Este artigo comemora o 137º aniversário da Comuna de Paris, quando pela primeira vez na história a classe operária tomou o poder em suas mãos.
“Os proletários de Paris em meio aos fracassos e às traições das classes dominantes, compreenderam que chegou o momento de salvar a situação tomando em suas mãos a direção dos negócios públicos… Compreenderam que é seu dever imperioso e seu direito incontestável tornar-se donos de seus próprios destinos, tomando o Poder”. (Manifesto do Comitê Central da Guarda Nacional, 18 de março de 1871)

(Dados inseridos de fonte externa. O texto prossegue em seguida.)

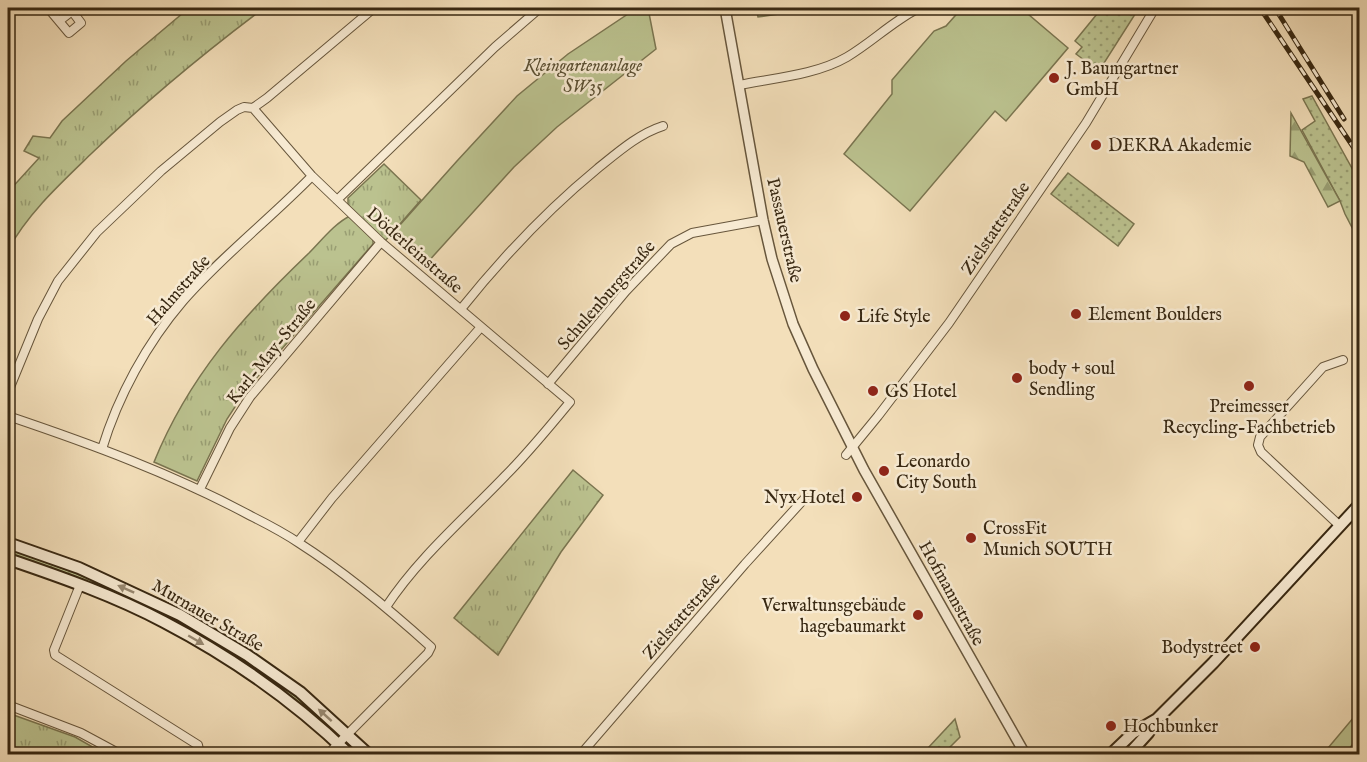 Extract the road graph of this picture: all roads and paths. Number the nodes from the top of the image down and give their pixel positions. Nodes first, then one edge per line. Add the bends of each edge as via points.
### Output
1 (48, 8) edge
2 (374, 8) edge
3 (540, 8) edge
4 (725, 8) edge
5 (1155, 8) edge
6 (917, 9) dead end
7 (59, 21) dead end
8 (739, 85) junction
9 (253, 108) junction
10 (663, 126) dead end
11 (312, 177) junction
12 (337, 200) junction
13 (763, 219) junction
14 (381, 242) junction
15 (461, 309) junction
16 (482, 327) junction
17 (1343, 360) dead end
18 (548, 384) junction
19 (8, 392) edge
20 (8, 416) edge
21 (102, 449) junction
22 (849, 451) junction
23 (200, 489) junction
24 (805, 498) dead end
25 (1357, 512) edge
26 (1340, 526) junction
27 (298, 542) junction
28 (8, 543) edge
29 (8, 559) edge
30 (80, 585) junction
31 (386, 607) junction
32 (8, 705) edge
33 (1157, 719) junction
34 (348, 735) junction
35 (339, 744) junction
36 (120, 754) edge
37 (200, 754) edge
38 (328, 754) edge
39 (349, 754) edge
40 (368, 754) edge
41 (581, 754) edge
42 (1025, 754) edge
43 (1111, 754) edge
44 (1129, 754) edge

1 - 7 street
2 - 9 street
3 - 12 street
4 - 8 street, Passauerstraße
5 - 22 street, Zielstattstraße via 1086,123 954,315
6 - 8 street via 848,57 794,74
8 - 13 street, Passauerstraße
9 - 11 street, Döderleinstraße
9 - 19 street via 244,107 220,122 97,232 58,281
10 - 15 street via 635,140 580,183 513,246
11 - 12 street, Döderleinstraße
11 - 21 street, Halmstraße via 182,302 129,382
12 - 14 street, Döderleinstraße
13 - 18 street, Schulenburgstraße via 693,234 671,244
13 - 22 street, Passauerstraße via 793,324
14 - 15 street, Döderleinstraße
14 - 23 street, Karl-May-Straße via 250,397
15 - 16 street, Döderleinstraße
16 - 18 street, Döderleinstraße
16 - 27 street
17 - 26 street via 1323,367 1260,437 1258,445
18 - 31 street, Döderleinstraße via 570,402 507,475 418,566
20 - 21 street
21 - 23 street
22 - 42 street, Hofmannstraße
23 - 27 street
24 - 41 street, Zielstattstraße
25 - 26 main road
26 - 33 main road
27 - 31 street
34 -> 28 main road, Murnauer Straße via 300,692 180,615 79,568
29 - 30 main road, Murnauer Straße
30 -> 35 main road, Murnauer Straße via 164,622 213,650
30 - 37 street via 55,655 198,745
31 - 34 street via 431,646 429,653
32 - 36 street
33 - 43 main road via 1133,733
33 - 44 main road
34 - 35 street
34 - 40 main road, Murnauer Straße
35 - 38 street
35 - 39 main road, Murnauer Straße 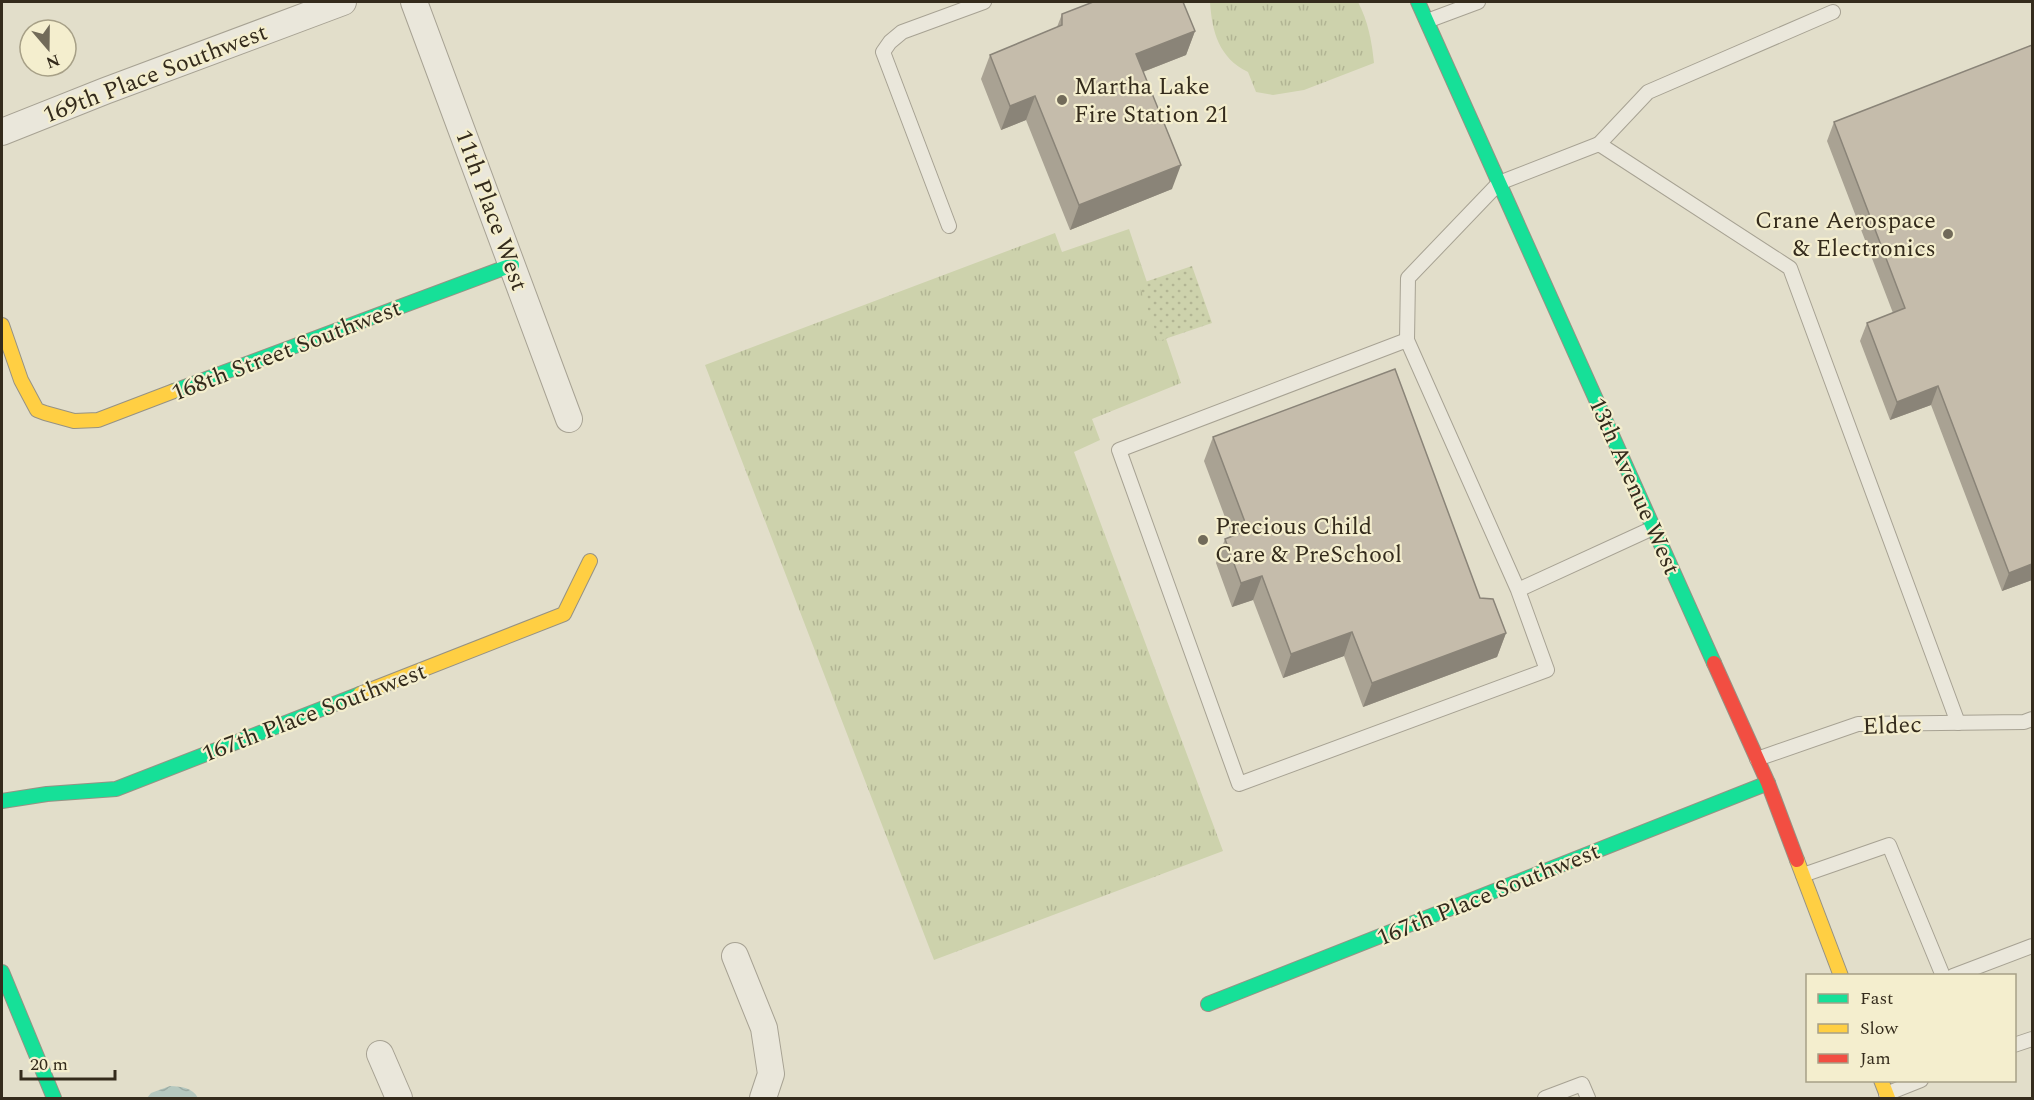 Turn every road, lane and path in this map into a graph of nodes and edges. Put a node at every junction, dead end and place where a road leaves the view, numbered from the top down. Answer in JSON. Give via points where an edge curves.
{"nodes":[{"id":1,"x":343,"y":2,"type":"edge"},
{"id":2,"x":414,"y":2,"type":"edge"},
{"id":3,"x":984,"y":2,"type":"edge"},
{"id":4,"x":1418,"y":2,"type":"edge"},
{"id":5,"x":1478,"y":2,"type":"edge"},
{"id":6,"x":1833,"y":12,"type":"dead end"},
{"id":7,"x":1426,"y":21,"type":"junction"},
{"id":8,"x":2,"y":132,"type":"edge"},
{"id":9,"x":1599,"y":144,"type":"junction"},
{"id":10,"x":1500,"y":183,"type":"junction"},
{"id":11,"x":949,"y":226,"type":"dead end"},
{"id":12,"x":512,"y":265,"type":"junction"},
{"id":13,"x":2,"y":325,"type":"edge"},
{"id":14,"x":1407,"y":340,"type":"junction"},
{"id":15,"x":569,"y":419,"type":"dead end"},
{"id":16,"x":1653,"y":528,"type":"junction"},
{"id":17,"x":590,"y":561,"type":"dead end"},
{"id":18,"x":1518,"y":590,"type":"junction"},
{"id":19,"x":2032,"y":719,"type":"edge"},
{"id":20,"x":1958,"y":723,"type":"junction"},
{"id":21,"x":1757,"y":759,"type":"junction"},
{"id":22,"x":1768,"y":783,"type":"junction"},
{"id":23,"x":2,"y":801,"type":"edge"},
{"id":24,"x":1803,"y":875,"type":"junction"},
{"id":25,"x":2032,"y":946,"type":"edge"},
{"id":26,"x":735,"y":956,"type":"dead end"},
{"id":27,"x":2,"y":972,"type":"edge"},
{"id":28,"x":1841,"y":974,"type":"edge"},
{"id":29,"x":1943,"y":974,"type":"edge"},
{"id":30,"x":1956,"y":974,"type":"edge"},
{"id":31,"x":1208,"y":1004,"type":"dead end"},
{"id":32,"x":2032,"y":1039,"type":"edge"},
{"id":33,"x":2016,"y":1045,"type":"edge"},
{"id":34,"x":380,"y":1054,"type":"dead end"},
{"id":35,"x":1915,"y":1082,"type":"edge"},
{"id":36,"x":1882,"y":1093,"type":"edge"},
{"id":37,"x":54,"y":1098,"type":"edge"},
{"id":38,"x":399,"y":1098,"type":"edge"},
{"id":39,"x":763,"y":1098,"type":"edge"},
{"id":40,"x":1545,"y":1098,"type":"edge"},
{"id":41,"x":1588,"y":1098,"type":"edge"}],
"edges":[{"from":1,"to":8,"type":"street","name":"169th Place Southwest"},
{"from":2,"to":12,"type":"street","name":"11th Place West"},
{"from":3,"to":11,"type":"lane","via":[[902,32],[883,51]]},
{"from":4,"to":7,"type":"street","name":"13th Avenue West"},
{"from":5,"to":7,"type":"lane"},
{"from":6,"to":9,"type":"lane","via":[[1648,92]]},
{"from":7,"to":10,"type":"street","name":"13th Avenue West"},
{"from":9,"to":10,"type":"lane"},
{"from":9,"to":20,"type":"lane","via":[[1790,268]]},
{"from":10,"to":14,"type":"lane","via":[[1408,278]]},
{"from":10,"to":16,"type":"street","name":"13th Avenue West"},
{"from":12,"to":13,"type":"street","name":"168th Street Southwest","via":[[98,420],[79,423],[37,410],[21,380]]},
{"from":12,"to":15,"type":"street","name":"11th Place West"},
{"from":14,"to":18,"type":"lane"},
{"from":14,"to":18,"type":"lane","via":[[1119,450],[1239,784],[1547,670]]},
{"from":16,"to":18,"type":"lane"},
{"from":16,"to":21,"type":"street","name":"13th Avenue West"},
{"from":17,"to":23,"type":"street","name":"167th Place Southwest","via":[[564,614],[116,789]]},
{"from":19,"to":20,"type":"lane","name":"Eldec"},
{"from":20,"to":21,"type":"lane","name":"Eldec","via":[[1858,724]]},
{"from":21,"to":22,"type":"street","name":"13th Avenue West"},
{"from":22,"to":24,"type":"street","name":"13th Avenue West"},
{"from":22,"to":31,"type":"street","name":"167th Place Southwest"},
{"from":24,"to":28,"type":"street","name":"13th Avenue West"},
{"from":24,"to":29,"type":"lane","via":[[1889,845]]},
{"from":25,"to":30,"type":"lane"},
{"from":26,"to":39,"type":"street","via":[[764,1028],[771,1074]]},
{"from":27,"to":37,"type":"street"},
{"from":32,"to":33,"type":"lane"},
{"from":34,"to":38,"type":"street"},
{"from":35,"to":36,"type":"lane"},
{"from":40,"to":41,"type":"lane","via":[[1582,1084]]}]}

Este artigo comemora o 137º aniversário da Comuna de Paris, quando pela primeira vez na história a classe operária tomou o poder em suas mãos. A Comuna foi uma tentativa de realizar uma sociedade socialista. Derrotada sob um banho de sangue, seus mártires, como disse Marx, já garantiram seu lugar no grande coração da classe operária. Recordar hoje a Comuna não é conjurar os fantasmas de um passado perdido para sempre, como querem seus detratores. Pelo contrário, é lembrar a todos um futuro possível, anunciado à época pela coragem da classe operária francesa e que voltamos a ouvir em vários momentos da história recente, como na cidade mexicana de Oaxaca e na Venezuela – para a intranqüilidade dos capitalistas. Aprender com a experiência da Comuna é nos somarmos ao esforço histórico dos trabalhadores de todo o mundo em sua luta por uma sociedade mais justa e humana: uma sociedade sem classes.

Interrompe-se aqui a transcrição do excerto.